The vision system of the embodiment of the invention comprises a position acquisition device 300, an image processing system and a control system, wherein the position acquisition device 300 comprises a second frame 209 of an image pickup device and the image pickup device, the image pickup device is fixedly arranged on the second frame 204 through the second frame 209, one or more image pickup devices can be arranged, the field of view of the image pickup device and the size and the position of an acquired image are determined, when one image pickup device cannot acquire a complete image, a plurality of image pickup devices can be arranged at different positions of the second frame 204, in the embodiment of the invention, two image pickup devices are arranged, two image pickup devices are diagonally arranged on the second frame 204 and respectively correspond to two pairs of angular positions of a battery assembly, the image processing system comprises an image processing device, image processing software and an analysis model, the image processing software and the analysis model are arranged in the image processing device, the output end of the image pickup device is in signal connection with the input end of the control system, the output end of the control system is in signal connection with the input end of the control system, the control system is in signal connection with the input end of the image processing device, the control system, the image processing device is in signal connection with the input end of the control system, the image pickup device is used for obtaining a standard image pickup device, the image pickup device, the image pickup device is used for obtaining a camera pickup image pickup device, the image pickup device is used for obtaining a camera pickup device, the image pickup device for obtaining a camera pickup device, the image pickup device for obtaining a camera pickup image pickup device for obtaining a camera pickup device, the image pickup device for obtaining a camera pickup device, the image pickup device for obtaining a camera.

A set of cameras are fixedly arranged on the frame bodies on the left side and the right side of the cross beam through the second frame body respectively, each set of cameras is provided with at least one camera, the two sets of cameras serving as position acquisition devices are arranged at the corners of the frame bodies respectively, the two cameras are arranged diagonally, and the cameras are in signal connection with the control device. Only one set of cameras may be provided.

The high-temperature cloth transmission device is positioned below the cross beam, the high-temperature cloth is arranged along the length direction of the cross beam, and the high-temperature cloth can advance or return to the lower part of the cross beam under the driving of the high-temperature cloth driving device.

Generally, a high-temperature cloth conveying device with the following structure comprises a transmission chain and a transmission chain wheel which are positioned on two sides of a rack, wherein a pull rod 100 is arranged on the transmission chain and is perpendicular to the conveying direction of high-temperature cloth, the pull rod 100 can be arranged at one end or two ends of the high-temperature cloth and is connected with the transmission chain which is arranged oppositely on the two sides, a position sensor is arranged at the feeding end and/or the discharging end of the rack, a detection element is arranged on the pull rod, the conveying position of the high-temperature cloth is detected through the position sensor, the position sensor is in signal connection with the input end of a control device, a driving motor for driving the high-temperature cloth to move is in signal connection with the output end of the control device, and when the high-temperature cloth is conveyed in place, the driving motor for driving the.

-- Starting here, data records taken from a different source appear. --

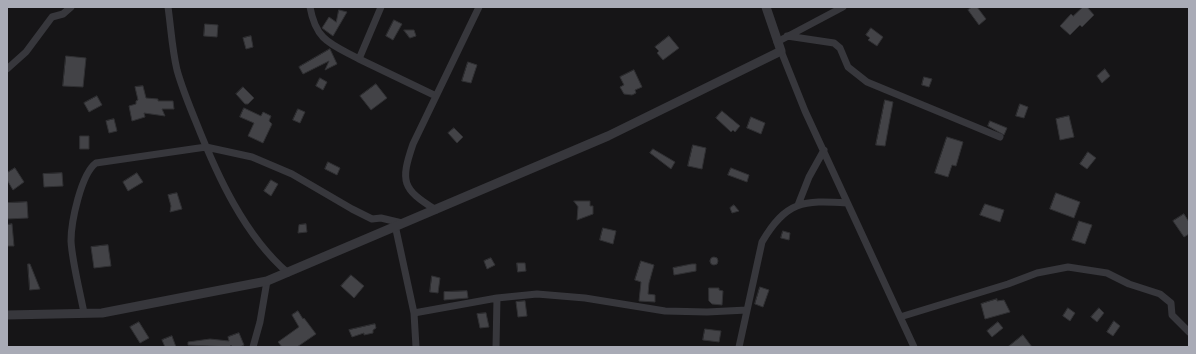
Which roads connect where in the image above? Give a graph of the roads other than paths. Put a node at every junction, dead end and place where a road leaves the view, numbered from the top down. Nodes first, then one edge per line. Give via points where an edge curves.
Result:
1 (71, 7) edge
2 (168, 7) edge
3 (310, 7) edge
4 (381, 7) edge
5 (479, 7) edge
6 (766, 7) edge
7 (843, 7) edge
8 (787, 36) junction
9 (777, 42) junction
10 (781, 51) junction
11 (359, 59) junction
12 (7, 69) edge
13 (436, 96) junction
14 (1000, 137) dead end
15 (206, 147) junction
16 (824, 150) junction
17 (847, 203) junction
18 (798, 205) junction
19 (436, 210) junction
20 (398, 224) junction
21 (288, 273) junction
22 (266, 282) junction
23 (497, 298) junction
24 (747, 310) junction
25 (84, 313) junction
26 (414, 313) junction
27 (7, 315) edge
28 (900, 316) junction
29 (1189, 332) edge
30 (253, 347) edge
31 (416, 347) edge
32 (496, 347) edge
33 (739, 347) edge
34 (914, 347) edge

1 - 12 street via 63,14 52,17 26,52
2 - 15 street via 172,46 178,71
3 - 11 street via 312,21 320,36
4 - 11 street
5 - 13 street
6 - 9 street
7 - 8 street
8 - 9 street
8 - 14 street via 834,43 840,48 848,67 867,82
9 - 10 street
10 - 16 street
10 - 19 street via 608,136
11 - 13 street
13 - 19 street via 406,165 406,180 414,196
15 - 20 street via 252,157 292,174 372,219 381,218
15 - 21 street via 247,225 271,258
15 - 25 street via 96,163 84,176 71,241
16 - 17 street
16 - 18 street via 816,162
17 - 18 street via 817,201
17 - 28 street
18 - 24 street via 779,219 762,242
19 - 20 street
20 - 21 street
20 - 26 street
21 - 22 street
22 - 25 street via 102,313
22 - 30 street
23 - 24 street via 536,294 585,298 665,311
23 - 26 street
23 - 32 street
24 - 33 street
25 - 27 street
26 - 31 street
28 - 29 street via 1037,273 1068,267 1107,273 1129,284 1160,294 1171,303 1172,314
28 - 34 street

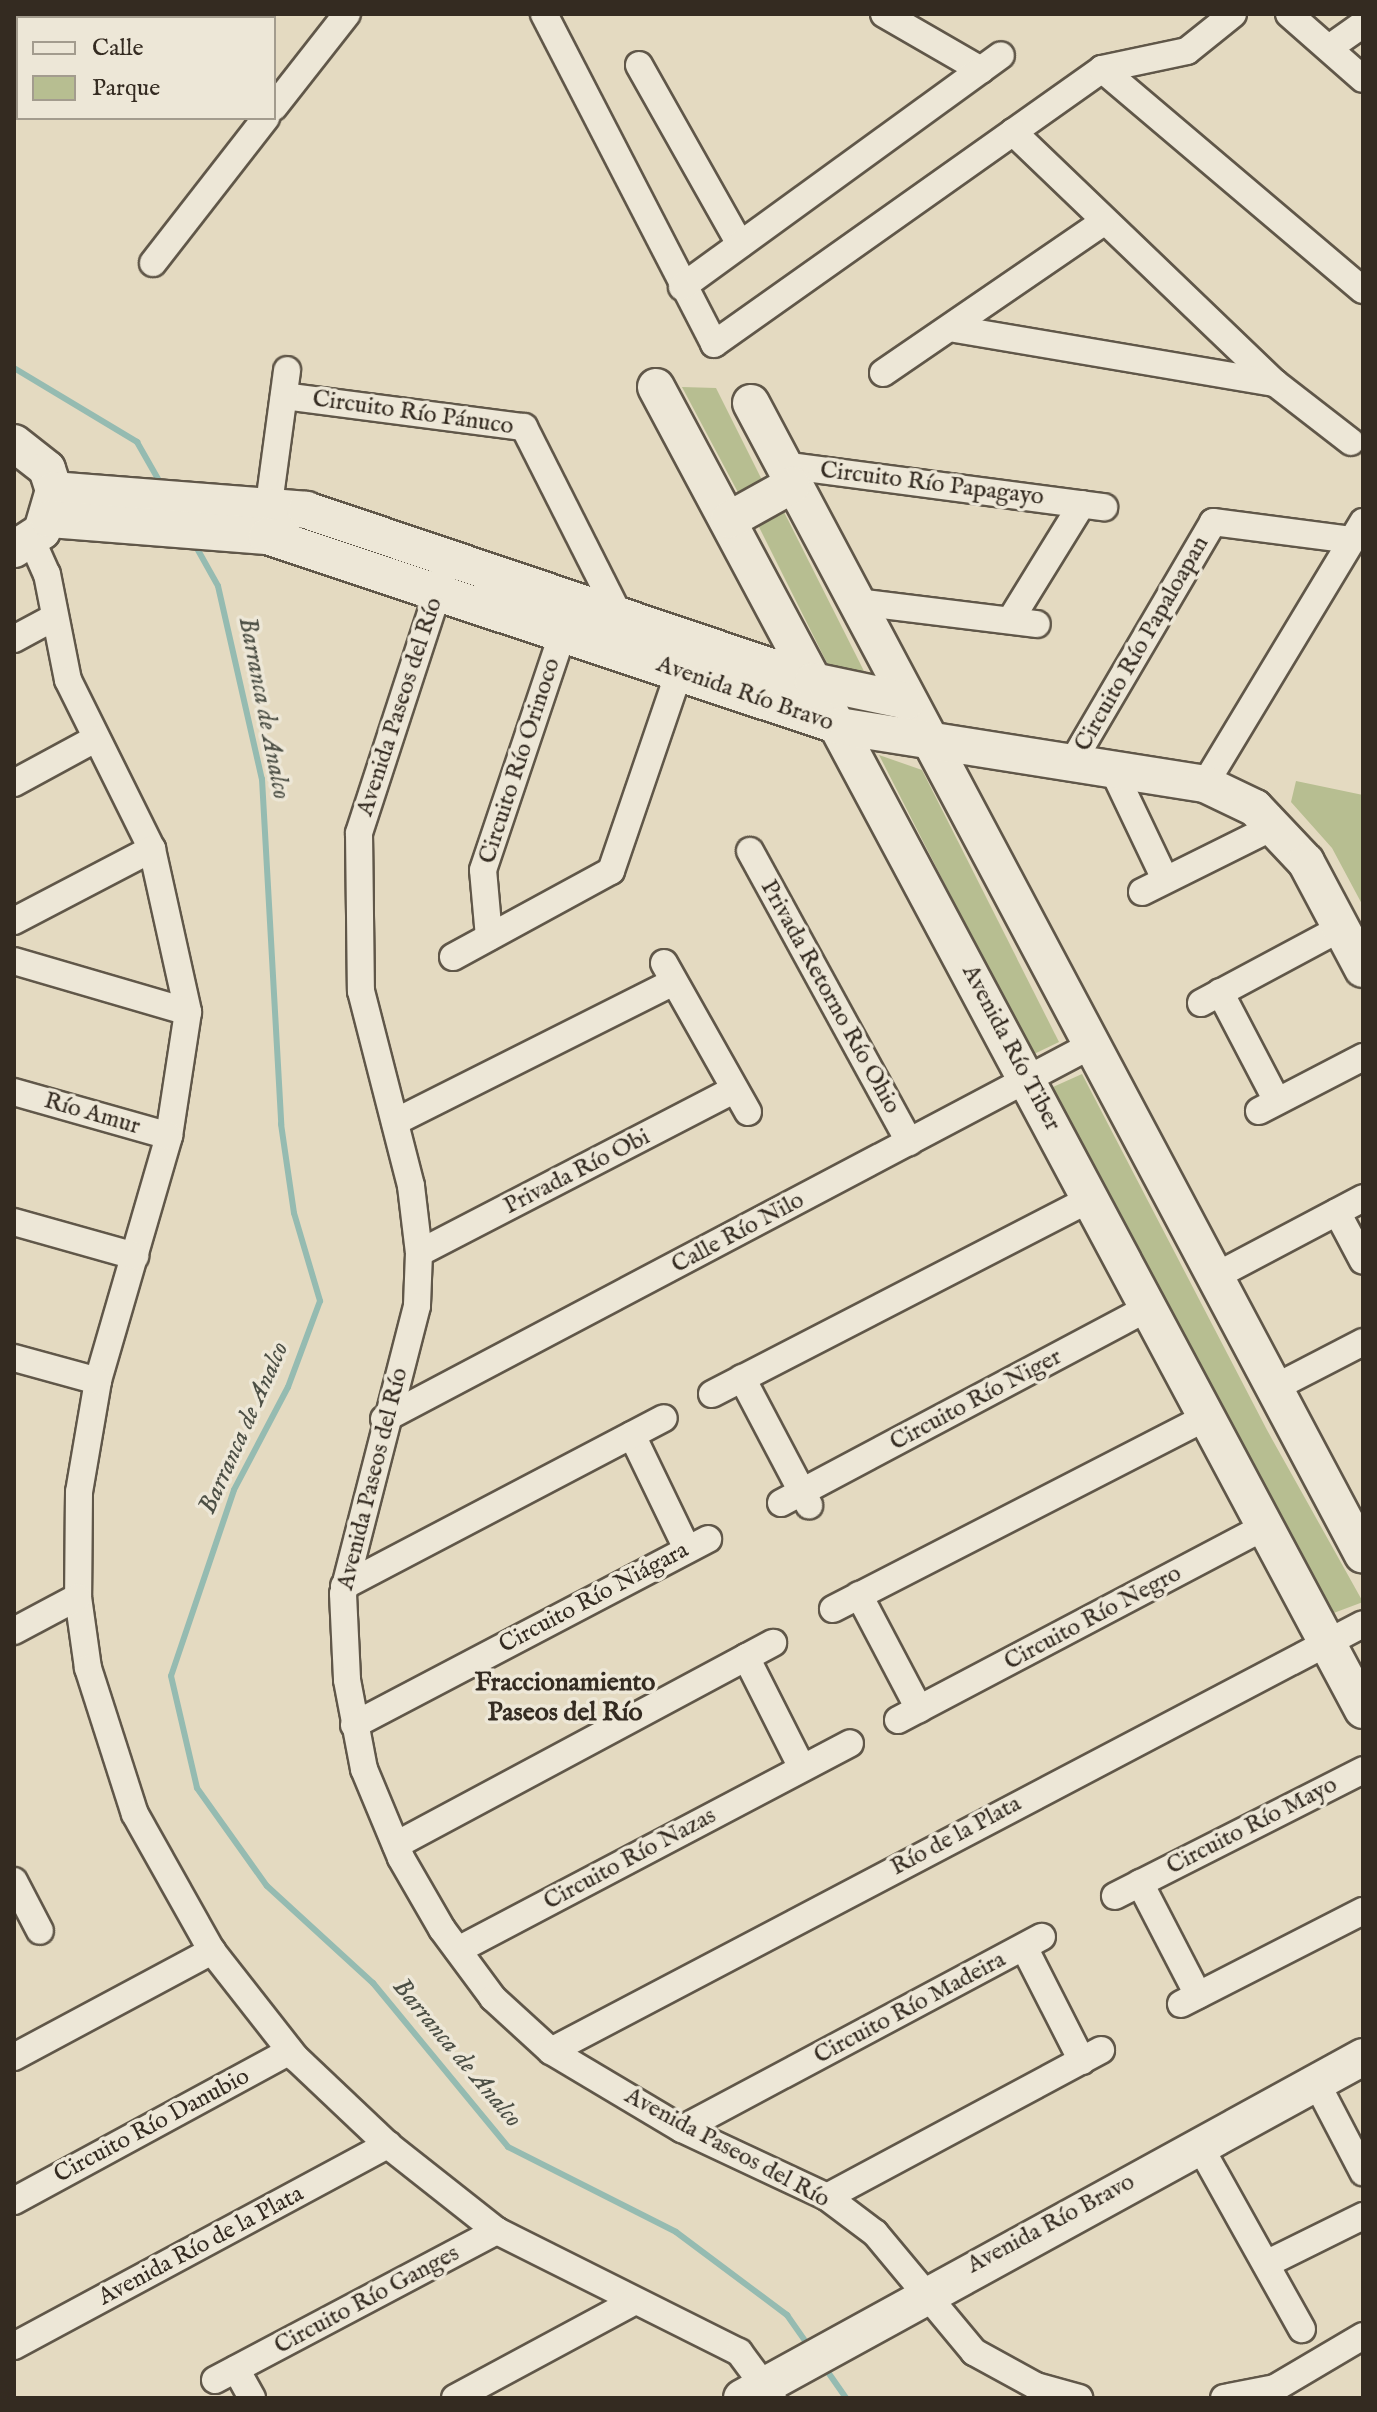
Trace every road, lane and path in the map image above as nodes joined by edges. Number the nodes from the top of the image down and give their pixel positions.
1 (347, 14) edge
2 (544, 14) edge
3 (884, 14) edge
4 (1233, 14) edge
5 (1289, 14) edge
6 (1363, 24) edge
7 (1329, 48) junction
8 (639, 65) dead end
9 (1102, 69) junction
10 (1363, 79) edge
11 (276, 104) edge
12 (264, 120) edge
13 (1013, 132) junction
14 (1101, 224) junction
15 (740, 244) junction
16 (153, 263) dead end
17 (682, 287) junction
18 (1363, 290) edge
19 (955, 329) junction
20 (883, 373) dead end
21 (1275, 383) junction
22 (656, 387) dead end
23 (751, 403) dead end
24 (1351, 442) dead end
25 (14, 443) edge
26 (788, 475) junction
27 (269, 504) junction
28 (133, 511) junction
29 (729, 520) junction
30 (37, 525) edge
31 (1357, 531) edge
32 (443, 575) junction
33 (857, 602) junction
34 (619, 615) junction
35 (53, 618) junction
36 (1011, 619) junction
37 (1037, 624) dead end
38 (563, 632) junction
39 (14, 639) edge
40 (679, 672) junction
41 (813, 681) junction
42 (907, 701) junction
43 (839, 726) junction
44 (95, 739) junction
45 (928, 743) junction
46 (1073, 761) junction
47 (1112, 768) junction
48 (14, 783) edge
49 (1205, 784) junction
50 (1275, 826) junction
51 (152, 849) junction
52 (750, 851) dead end
53 (1165, 879) junction
54 (1142, 892) dead end
55 (14, 921) edge
56 (1341, 928) junction
57 (489, 937) junction
58 (453, 957) dead end
59 (14, 961) edge
60 (1363, 969) edge
61 (188, 1012) junction
62 (1092, 1045) junction
63 (1363, 1057) edge
64 (1028, 1078) junction
65 (14, 1092) edge
66 (395, 1122) junction
67 (169, 1136) junction
68 (909, 1142) junction
69 (1092, 1198) junction
70 (1363, 1198) edge
71 (1337, 1212) junction
72 (14, 1222) edge
73 (419, 1253) junction
74 (135, 1256) junction
75 (1363, 1261) edge
76 (1214, 1277) junction
77 (1150, 1307) junction
78 (1363, 1342) edge
79 (14, 1358) edge
80 (742, 1378) junction
81 (98, 1381) junction
82 (1274, 1388) junction
83 (712, 1394) dead end
84 (1208, 1416) junction
85 (664, 1418) dead end
86 (384, 1419) junction
87 (632, 1435) junction
88 (1266, 1526) junction
89 (1363, 1555) edge
90 (344, 1586) junction
91 (859, 1595) junction
92 (78, 1597) junction
93 (833, 1609) dead end
94 (1363, 1624) edge
95 (14, 1631) edge
96 (1327, 1641) junction
97 (773, 1643) dead end
98 (746, 1657) junction
99 (1363, 1710) edge
100 (354, 1725) junction
101 (850, 1743) dead end
102 (802, 1768) junction
103 (1363, 1770) edge
104 (396, 1845) junction
105 (14, 1881) edge
106 (1140, 1883) junction
107 (1115, 1896) dead end
108 (21, 1910) edge
109 (1363, 1911) edge
110 (40, 1931) dead end
111 (458, 1950) junction
112 (212, 1951) junction
113 (290, 2051) junction
114 (551, 2051) junction
115 (14, 2057) edge
116 (1363, 2057) edge
117 (1316, 2082) junction
118 (682, 2129) junction
119 (388, 2145) junction
120 (1199, 2145) junction
121 (1363, 2172) edge
122 (827, 2197) junction
123 (14, 2201) edge
124 (1363, 2216) edge
125 (497, 2231) junction
126 (1266, 2264) junction
127 (912, 2299) junction
128 (635, 2301) junction
129 (1302, 2329) dead end
130 (1363, 2336) edge
131 (14, 2346) edge
132 (767, 2388) edge
133 (252, 2398) edge
134 (455, 2398) edge
135 (1079, 2398) edge
136 (1224, 2398) edge

1 - 11 street
2 - 17 street
3 - 15 street
4 - 9 street
5 - 7 street
6 - 7 street
7 - 10 street
8 - 15 street
9 - 13 street
9 - 18 street
12 - 16 street
13 - 14 street
13 - 17 street
14 - 19 street
14 - 21 street
15 - 17 street
19 - 20 street
19 - 21 street
21 - 24 street
22 - 29 street, Avenida Río Tiber
23 - 26 street
25 - 30 street
26 - 29 street
26 - 33 street
26 - 36 street, Circuito Río Papagayo
27 - 28 street, Avenida Río Bravo
27 - 32 street, Avenida Río Bravo
27 - 34 street, Circuito Río Pánuco
28 - 30 street, Avenida Río Bravo
28 - 32 street, Avenida Río Bravo
29 - 41 street, Avenida Río Tiber
30 - 35 street
31 - 46 street, Circuito Río Papaloapan
31 - 49 street, Circuito Río Papaloapan
32 - 34 street, Avenida Río Bravo
32 - 38 street, Avenida Río Bravo
32 - 66 street, Avenida Paseos del Río
33 - 36 street
33 - 42 street
34 - 41 street, Avenida Río Bravo
35 - 39 street
35 - 44 street
36 - 37 street
38 - 40 street, Avenida Río Bravo
38 - 57 street, Circuito Río Orinoco
40 - 43 street, Avenida Río Bravo
40 - 57 street
41 - 42 street, Avenida Río Bravo
41 - 43 street, Avenida Río Tiber
42 - 45 street
43 - 45 street, Avenida Río Bravo
43 - 64 street, Avenida Río Tiber
44 - 48 street
44 - 51 street
45 - 46 street, Avenida Río Bravo
45 - 62 street
46 - 47 street, Avenida Río Bravo
47 - 49 street, Avenida Río Bravo
47 - 53 street
49 - 50 street, Avenida Río Bravo
50 - 53 street
50 - 56 street, Avenida Río Bravo
51 - 55 street
51 - 61 street
52 - 68 street, Privada Retorno Río Ohio
53 - 54 street
56 - 60 street, Avenida Río Bravo
56 - 63 street
57 - 58 street
59 - 61 street
61 - 67 street
62 - 64 street, Calle Río Nilo
62 - 76 street
64 - 68 street, Calle Río Nilo
64 - 69 street, Avenida Río Tiber
65 - 67 street, Río Amur
66 - 73 street, Avenida Paseos del Río
66 - 73 street, Privada Río Obi
67 - 74 street
68 - 86 street, Calle Río Nilo
69 - 77 street, Avenida Río Tiber
69 - 80 street
70 - 71 street
71 - 75 street
71 - 76 street
72 - 74 street
73 - 86 street, Avenida Paseos del Río
74 - 81 street
76 - 82 street
77 - 80 street, Circuito Río Niger
77 - 84 street, Avenida Río Tiber
78 - 82 street
79 - 81 street
80 - 83 street
81 - 92 street
82 - 89 street
84 - 88 street, Avenida Río Tiber
84 - 91 street
85 - 87 street
86 - 90 street, Avenida Paseos del Río
87 - 90 street
87 - 100 street, Circuito Río Niágara
88 - 91 street, Circuito Río Negro
88 - 96 street, Avenida Río Tiber
90 - 100 street, Avenida Paseos del Río
91 - 93 street
92 - 95 street
92 - 112 street
94 - 96 street, Río de la Plata
96 - 99 street, Avenida Río Tiber
96 - 114 street, Río de la Plata
97 - 98 street
98 - 102 street
98 - 104 street
100 - 104 street, Avenida Paseos del Río
101 - 102 street, Circuito Río Nazas
102 - 111 street, Circuito Río Nazas
103 - 106 street, Circuito Río Mayo
104 - 111 street, Avenida Paseos del Río
105 - 108 street
106 - 107 street, Circuito Río Mayo
106 - 109 street, Circuito Río Mayo
108 - 110 street
111 - 114 street, Avenida Paseos del Río
112 - 113 street
112 - 115 street
113 - 119 street
113 - 123 street, Circuito Río Danubio
114 - 118 street, Avenida Paseos del Río
116 - 117 street, Avenida Río Bravo
117 - 120 street, Avenida Río Bravo
117 - 121 street
118 - 122 street, Avenida Paseos del Río
118 - 122 street, Circuito Río Madeira
119 - 125 street
119 - 131 street, Avenida Río de la Plata
120 - 126 street
120 - 127 street, Avenida Río Bravo
122 - 127 street, Avenida Paseos del Río
124 - 126 street
125 - 128 street
125 - 133 street, Circuito Río Ganges
126 - 129 street
127 - 132 street, Avenida Río Bravo
127 - 135 street, Avenida Paseos del Río
128 - 132 street
128 - 134 street
130 - 136 street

During operation, the high temperature cloth is transmitted to the lower part of the cross beam by the high temperature cloth transmission device, the battery pack is transmitted to the front of the high temperature cloth by the material transmission device 400, the manipulator grabs the battery pack and then moves along the cross beam, the camera and the manipulator move synchronously, a sideline formed between the jig and the high temperature cloth or an area figure formed by adjacent edges of the jig is obtained through the camera and transmitted to the image processing system, the distance required to be moved by the manipulator is determined according to the pixel position difference by the image processing system, the distance signal is transmitted to the control system, the manipulator is controlled by the control system to move for a corresponding distance, and the battery pack is placed on the high temperature cloth. And the height and the shape of the jig are used for positioning the battery pack and supporting the silica gel plate during lamination. Because the jig is fixedly arranged on the high-temperature cloth, the stop positions of the high-temperature cloth on the transmission platform are basically consistent, the position of the jig is basically fixed, and the battery pack can be conveniently placed in place only by fine adjustment when the battery pack is placed by the manipulator. According to the invention, the jig is arranged on the high-temperature cloth and used as a mark for identifying the placement position of the battery assembly, so that the position of the battery assembly is relatively fixed, and the placement efficiency and the placement accuracy of the battery assembly are improved.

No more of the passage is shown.